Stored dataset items
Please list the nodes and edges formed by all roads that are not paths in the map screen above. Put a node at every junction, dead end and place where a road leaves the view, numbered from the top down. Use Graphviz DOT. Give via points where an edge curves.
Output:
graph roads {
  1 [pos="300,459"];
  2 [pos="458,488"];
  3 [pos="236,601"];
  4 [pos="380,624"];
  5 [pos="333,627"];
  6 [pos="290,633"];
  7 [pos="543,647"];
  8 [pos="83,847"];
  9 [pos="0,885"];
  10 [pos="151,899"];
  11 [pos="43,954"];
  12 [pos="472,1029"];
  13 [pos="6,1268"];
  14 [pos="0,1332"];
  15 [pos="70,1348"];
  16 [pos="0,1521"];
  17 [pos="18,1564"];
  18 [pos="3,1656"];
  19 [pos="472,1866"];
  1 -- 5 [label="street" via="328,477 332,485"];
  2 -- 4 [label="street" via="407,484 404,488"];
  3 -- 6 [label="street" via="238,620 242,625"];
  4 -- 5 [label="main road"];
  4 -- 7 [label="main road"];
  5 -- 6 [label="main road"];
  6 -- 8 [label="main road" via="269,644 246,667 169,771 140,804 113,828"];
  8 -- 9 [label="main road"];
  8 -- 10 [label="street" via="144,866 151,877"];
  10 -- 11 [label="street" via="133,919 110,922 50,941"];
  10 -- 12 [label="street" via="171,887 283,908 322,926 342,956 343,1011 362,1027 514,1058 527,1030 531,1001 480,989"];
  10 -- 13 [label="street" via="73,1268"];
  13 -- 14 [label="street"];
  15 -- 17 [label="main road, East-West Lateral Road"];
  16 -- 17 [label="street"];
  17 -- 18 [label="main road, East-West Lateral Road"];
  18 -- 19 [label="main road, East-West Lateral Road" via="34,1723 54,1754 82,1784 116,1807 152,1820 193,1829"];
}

#### WORK INSTRUCTION:
The whole set of records needs to be written out exactly.

#### SOLUTION FOR THIS EXERCISE:
Please list the nodes and edges formed by all roads that are not paths in the map screen above. Put a node at every junction, dead end and place where a road leaves the view, numbered from the top down. Use Graphviz DOT. Give via points where an edge curves.
Output:
graph roads {
  1 [pos="300,459"];
  2 [pos="458,488"];
  3 [pos="236,601"];
  4 [pos="380,624"];
  5 [pos="333,627"];
  6 [pos="290,633"];
  7 [pos="543,647"];
  8 [pos="83,847"];
  9 [pos="0,885"];
  10 [pos="151,899"];
  11 [pos="43,954"];
  12 [pos="472,1029"];
  13 [pos="6,1268"];
  14 [pos="0,1332"];
  15 [pos="70,1348"];
  16 [pos="0,1521"];
  17 [pos="18,1564"];
  18 [pos="3,1656"];
  19 [pos="472,1866"];
  1 -- 5 [label="street" via="328,477 332,485"];
  2 -- 4 [label="street" via="407,484 404,488"];
  3 -- 6 [label="street" via="238,620 242,625"];
  4 -- 5 [label="main road"];
  4 -- 7 [label="main road"];
  5 -- 6 [label="main road"];
  6 -- 8 [label="main road" via="269,644 246,667 169,771 140,804 113,828"];
  8 -- 9 [label="main road"];
  8 -- 10 [label="street" via="144,866 151,877"];
  10 -- 11 [label="street" via="133,919 110,922 50,941"];
  10 -- 12 [label="street" via="171,887 283,908 322,926 342,956 343,1011 362,1027 514,1058 527,1030 531,1001 480,989"];
  10 -- 13 [label="street" via="73,1268"];
  13 -- 14 [label="street"];
  15 -- 17 [label="main road, East-West Lateral Road"];
  16 -- 17 [label="street"];
  17 -- 18 [label="main road, East-West Lateral Road"];
  18 -- 19 [label="main road, East-West Lateral Road" via="34,1723 54,1754 82,1784 116,1807 152,1820 193,1829"];
}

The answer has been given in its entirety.